Since both the potent leads, SPEC-29 and SPEC-8, showed maximal inhibition by 7–12 hrs, we used a 16hr treatment time to treat MDA-MB-468 cells with increasing doses (0, 0.1, 0.3, 1, 3, 10, 30, and 100 μM) of 6 SPEC compounds, SPEC-29, SPEC-8, SPEC-93, SPEC-98, SPEC-57 and SPEC-85, to find the IC50 for inhibition of constitutive pY-STAT3 in these cells. Similar to their effects on G-CSF-stimulated pY-STAT3 in Kasumi-1 cells, SPEC-29 and SPEC-8 showed similar low micromolar IC50s for inhibition of constitutive pY-STAT3, as well (Figure 3E, Table 1). SPEC-93 also showed some activity (IC50 = 44 μM), while the other three did not show any inhibitor activity. As expected, neither SPEC-29 nor SPEC-8 showed any appreciable activity against pY-STAT1 within this time point, i.e. 16hrs (Figure 3F), although, in the previous experiment, the compounds showed similar IC50s for G-CSF-stimulated pYSTAT1 and pYSTAT5 activities (Supplemental Figure 4). Together, these data indicate that both SPEC-29 and SPEC-8 are potent and selective STAT3 inhibitors that are able to inhibit both cytokine-stimulated, as well as constitutive pY-STAT3 activity.
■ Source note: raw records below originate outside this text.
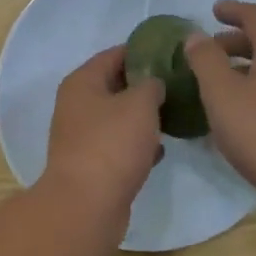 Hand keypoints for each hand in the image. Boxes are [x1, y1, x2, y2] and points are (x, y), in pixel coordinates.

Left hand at [41, 45, 164, 232]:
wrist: (87, 205)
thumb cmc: (112, 144)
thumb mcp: (140, 104)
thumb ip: (151, 85)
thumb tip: (153, 83)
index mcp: (82, 83)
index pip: (114, 54)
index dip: (143, 51)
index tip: (172, 53)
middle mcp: (77, 106)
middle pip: (115, 86)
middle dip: (146, 85)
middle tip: (179, 84)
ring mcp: (83, 138)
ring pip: (119, 118)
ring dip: (143, 117)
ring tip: (176, 114)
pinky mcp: (93, 165)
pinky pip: (119, 146)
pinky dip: (138, 145)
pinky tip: (161, 149) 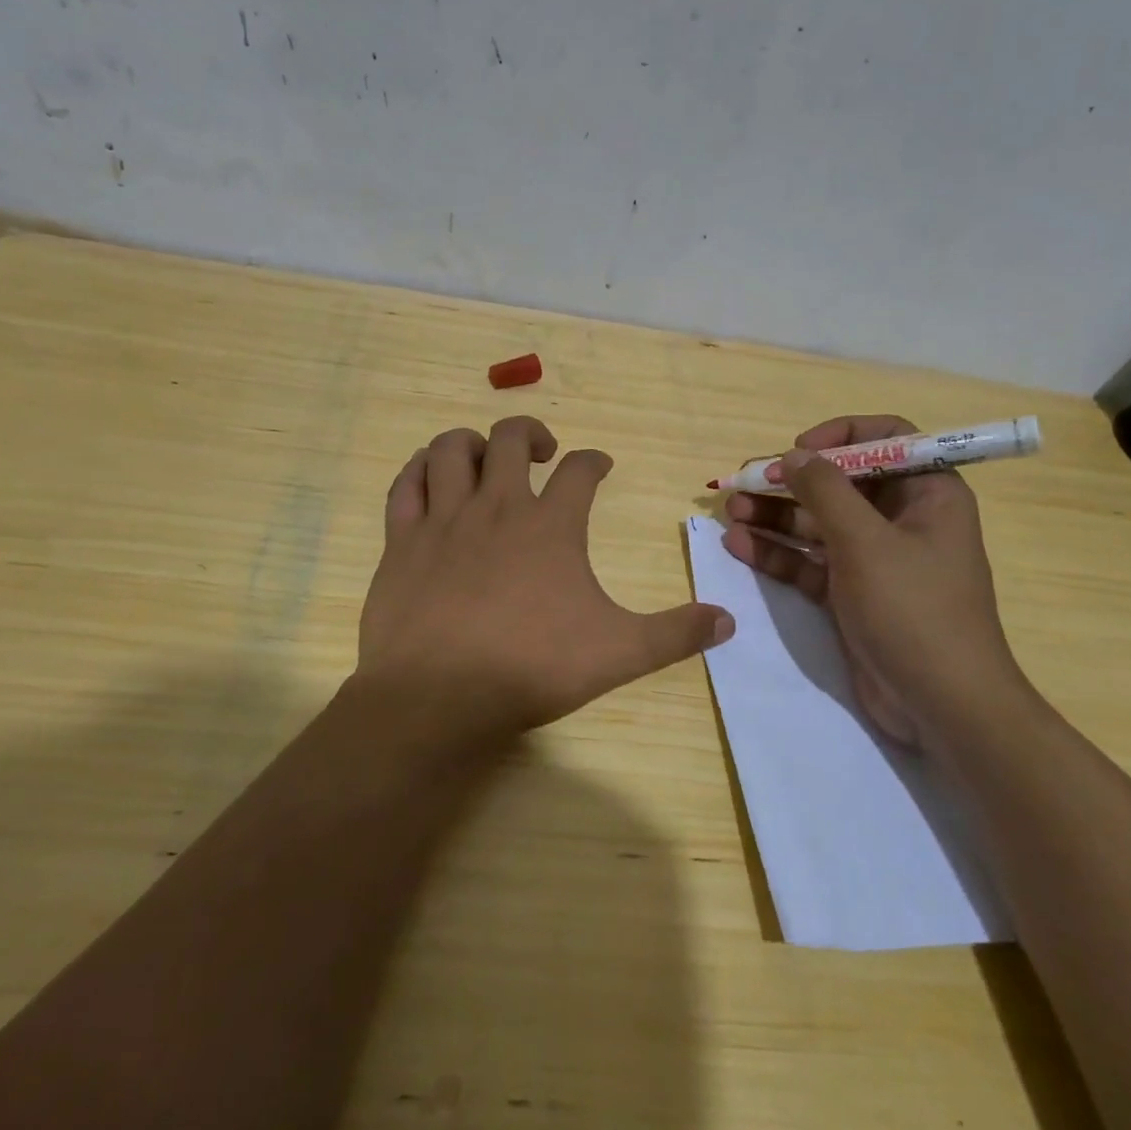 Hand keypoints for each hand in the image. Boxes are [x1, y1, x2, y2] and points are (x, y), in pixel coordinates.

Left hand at [354, 416, 734, 748]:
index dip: (594, 461)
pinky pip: (406, 484)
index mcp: (551, 525)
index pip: (581, 470)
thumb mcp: (619, 653)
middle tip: (544, 453)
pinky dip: (419, 469)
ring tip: (486, 458)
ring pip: (452, 449)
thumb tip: (728, 621)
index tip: (600, 466)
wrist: (438, 696)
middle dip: (532, 433)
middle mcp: (497, 506)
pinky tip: (430, 476)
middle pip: (512, 438)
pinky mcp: (402, 540)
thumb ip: (675, 634)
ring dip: (473, 442)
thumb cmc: (532, 668)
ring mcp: (444, 519)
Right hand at [721, 414, 1021, 749]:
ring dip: (775, 515)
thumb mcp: (866, 542)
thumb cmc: (913, 610)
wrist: (941, 706)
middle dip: (791, 481)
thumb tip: (793, 454)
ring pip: (818, 523)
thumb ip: (825, 491)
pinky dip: (777, 553)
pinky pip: (809, 561)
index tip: (799, 449)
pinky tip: (738, 544)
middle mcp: (901, 519)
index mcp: (927, 494)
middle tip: (744, 480)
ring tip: (730, 510)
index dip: (840, 437)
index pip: (886, 440)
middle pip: (840, 483)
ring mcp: (873, 558)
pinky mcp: (850, 593)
Constitutive pYSTAT3 activity in MDA-MB-468 cells had been previously ascribed to aberrant Jak1/2 activation (66). We wanted to test whether the lead SPEC compounds inhibit constitutive pYSTAT3 in these cells by inhibiting the Jaks. In a repeat experiment (as in Figure 3D), lysates were prepared from MDA-MB-468 cells treated with SPEC-29 (30 μM) for increasing periods of time (from 15’ to 48hrs) and tested for pSTAT3 and tSTAT3 levels by Luminex (Supplemental Figure 5A). As before it showed marked reduction of pYSTAT3 levels to around 10% of the untreated levels by 1 hr and remained low over 48hrs. We used the same lysates to run western for pYJak1, total Jak1, pYJak1/2, total Jak2 (Supplemental Figure 5B) to enquire the probable upstream effects of the inhibitors. As indicated in Supplemental Figure 5B, we could not detect constitutive levels of pYJak1 and pyJak2 in these lysates, although an IL6-treated AcGFP-STAT3 control lysate showed specific bands for pYJak1. But did see a delayed decrease in levels of total Jak1 and Jak2 over time, that couldn’t possibly be responsible for a much rapid decrease in pYSTAT3 levels, as shown in Supplemental Figure 5A.

Evaluation of STAT-addicted cancer cell growth inhibition by SPEC compounds.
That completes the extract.